Ser atleta de alta competição implica também abdicar de muita coisa durante a juventude. Mas é importante, diz Teresa Portela, encontrar um equilíbrio, precisamente em nome do bem-estar psicológico. «Eu acho que a alta competição não tem de implicar abdicar de tudo. É possível ter amigos, ter vida social, estudar e ser um atleta. Por vezes achamos que temos de estar só focados só numa coisa. Eu própria durante alguns anos também achei isso. Mas se tivesse de dar um conselho aos mais novos é que tentem, de forma equilibrada, conseguir encaixar tudo. Tem de haver regras, disciplina, organização, mas nunca obsessão. Se o resto também não estiver bem não vale a pena.»

A fisioterapia, a osteopatia e os vídeos no Instagram

Teresa Portela encontrou esse equilíbrio nos estudos. A par da carreira de atleta, ela foi estudando. Formou-se em fisioterapia e mais tarde tirou ainda outro curso, de osteopatia. «Curiosamente, eu estudei porque sentia que isso me beneficiava como atleta. Sempre gostei de estudar, desde miúda. Sempre tentei conciliar as duas coisas e consegui levar ambas bem. Na universidade foi fácil, tive sorte com os professores e soube interagir com eles, para perceberem que se calhar não ia estar sempre. Quando acabei fisioterapia tive dois anos em que não estudei e depois procurei outro curso porque equilibrava-me, de certa forma. A canoagem sempre foi a prioridade, mas sempre senti que era importante manter este equilíbrio.»

Esse conhecimento também a ajudou na carreira. Passou a fazer o seu próprio plano de exercícios. «No desporto não há uma rotina de exercícios de reforço, de mobilidade. E desde que eu comecei a fazer há uns anos comecei a sentir-me melhor. Com menos dores, com menos problemas. E comecei a interessar-me mais por isso. A forma mais saudável de conseguirmos dominar ou controlar o que vai acontecer no nosso corpo é fazendo esses exercícios.»

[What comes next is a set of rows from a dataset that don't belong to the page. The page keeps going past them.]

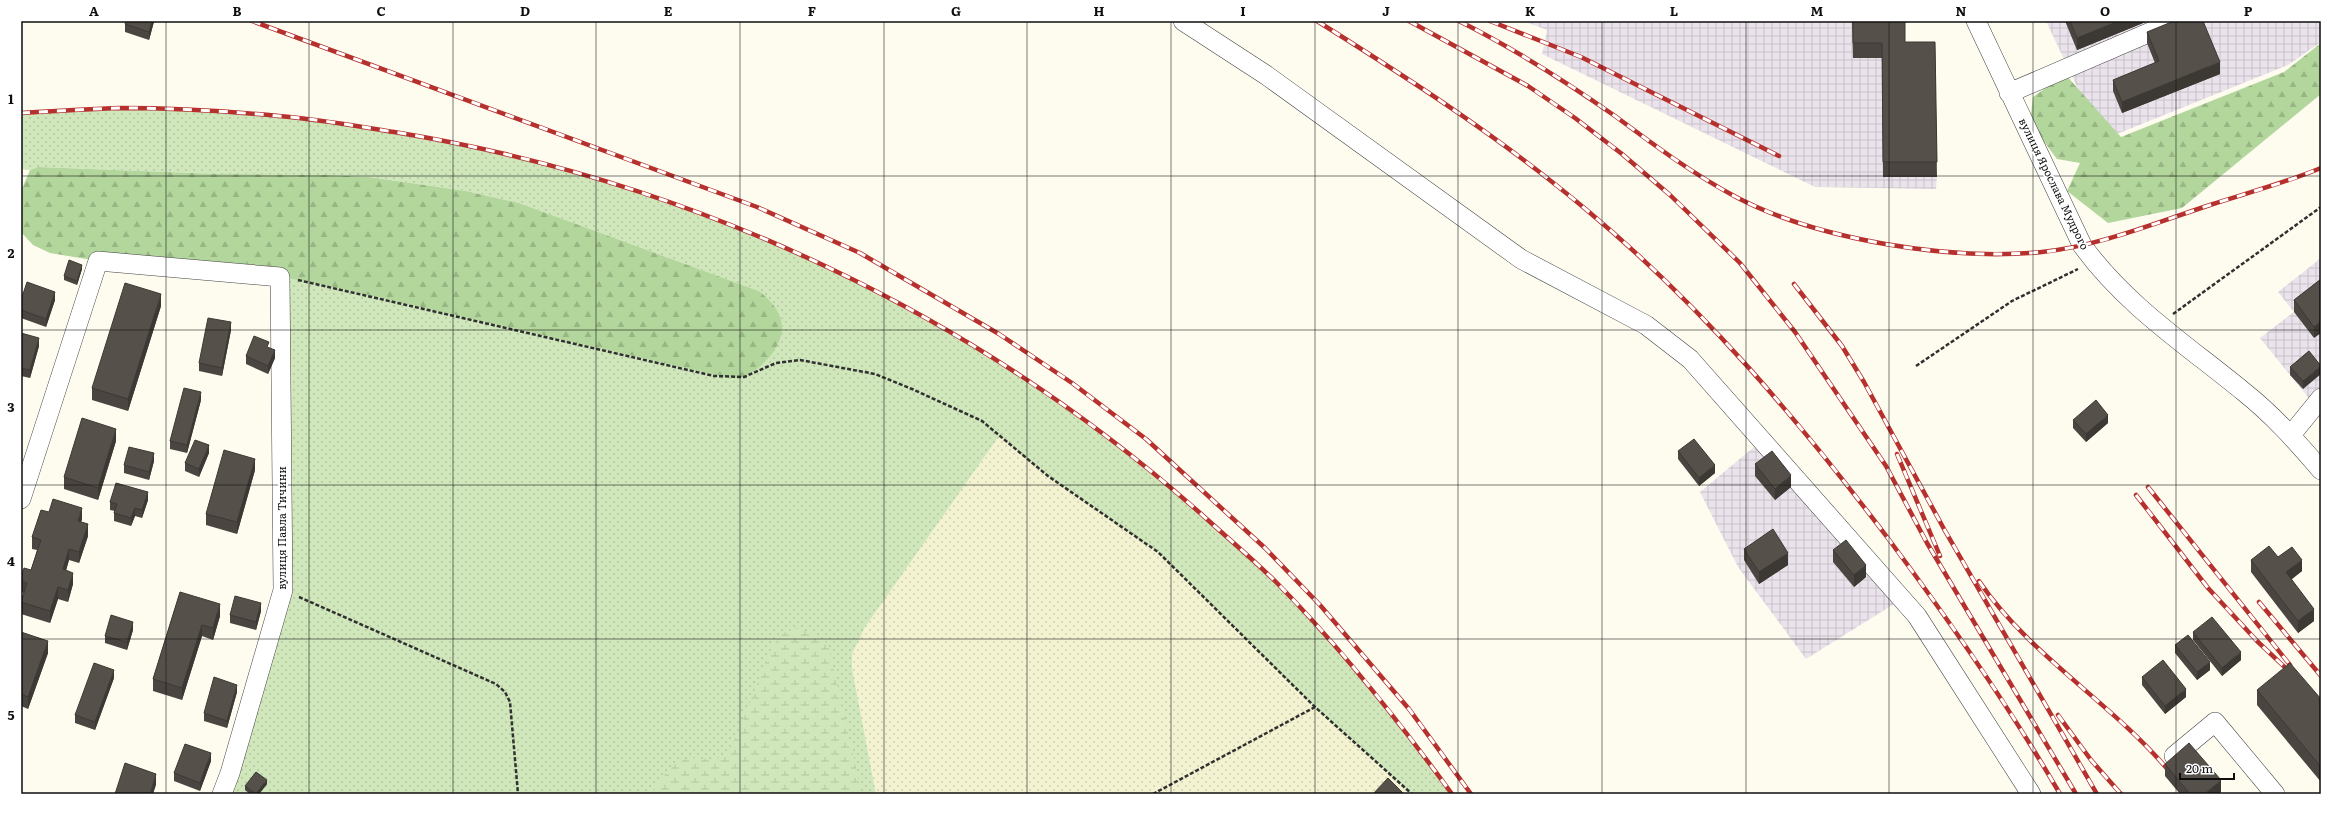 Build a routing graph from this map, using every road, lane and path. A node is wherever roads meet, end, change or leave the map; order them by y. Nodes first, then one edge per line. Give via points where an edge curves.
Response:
1 (1183, 21) edge
2 (1976, 21) edge
3 (2176, 21) edge
4 (2009, 93) junction
5 (2321, 207) edge
6 (2094, 261) junction
7 (280, 277) junction
8 (2158, 324) junction
9 (1916, 366) dead end
10 (2321, 398) edge
11 (2291, 435) junction
12 (2321, 470) edge
13 (21, 499) edge
14 (283, 590) junction
15 (1315, 707) junction
16 (2174, 756) edge
17 (222, 794) edge
18 (518, 794) edge
19 (1153, 794) edge
20 (1412, 794) edge
21 (2031, 794) edge
22 (2275, 794) edge

1 - 21 street via 1266,75 1521,259 1646,326 1690,359 1918,616
2 - 4 street, вулиця Ярослава Мудрого
3 - 4 street
4 - 6 street, вулиця Ярослава Мудрого via 2082,245
5 - 8 path
6 - 8 street, вулиця Ярослава Мудрого
6 - 9 path via 2012,301
7 - 13 street via 98,261
7 - 14 street, вулиця Павла Тичини
7 - 15 path via 329,286 714,376 744,378 776,363 800,360 875,374 912,389 982,422 1048,476 1158,552
8 - 11 street, вулиця Ярослава Мудрого via 2246,392
10 - 11 street
11 - 12 street, вулиця Ярослава Мудрого
14 - 17 street, вулиця Павла Тичини
14 - 18 path via 496,684 505,692 510,702
15 - 19 path
15 - 20 path
16 - 22 street via 2215,722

Agora, decidiu levar os seus conhecimentos para as redes sociais. Publica regularmente no Instagram exercícios e recomendações, destinados a atletas mas não só. «Foi também um bocadinho para me manter ocupada, a fazer o que gosto. Estudava, lia e assumi o compromisso de ir pondo esses vídeos. Tive sempre um feedback positivo. Acho que as pessoas percebem que podemos ter uma vida mais ativa e conseguimos controlar melhor o nosso corpo e as nossas dores fazendo estes exercícios.»

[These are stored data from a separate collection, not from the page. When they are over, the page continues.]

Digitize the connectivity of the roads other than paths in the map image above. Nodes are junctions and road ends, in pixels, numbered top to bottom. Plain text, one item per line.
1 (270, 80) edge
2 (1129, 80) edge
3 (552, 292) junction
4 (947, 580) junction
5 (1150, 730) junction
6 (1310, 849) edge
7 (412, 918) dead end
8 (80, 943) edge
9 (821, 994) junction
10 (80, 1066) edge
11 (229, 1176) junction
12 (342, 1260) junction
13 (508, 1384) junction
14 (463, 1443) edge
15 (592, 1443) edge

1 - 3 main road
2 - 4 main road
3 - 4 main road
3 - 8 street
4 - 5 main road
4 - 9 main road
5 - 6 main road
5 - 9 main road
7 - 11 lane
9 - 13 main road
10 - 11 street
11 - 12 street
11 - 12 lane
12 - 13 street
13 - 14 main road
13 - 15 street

O seu futuro profissional pode passar por esta área, admite Teresa Portela. «Tenho muitas ideias, nada ainda muito claro. Mas gosto dessa ideia de incentivar a uma melhor qualidade de vida através do exercício e conjugar as duas coisas que eu tenho alguma sensibilidade, que é a parte de técnica e de atleta, porque conheço muitas dores», sorri. «Tenho essa empatia e gostava de conjugar. Gosto dessa área, abordar o exercício como uma forma de estilo de vida.»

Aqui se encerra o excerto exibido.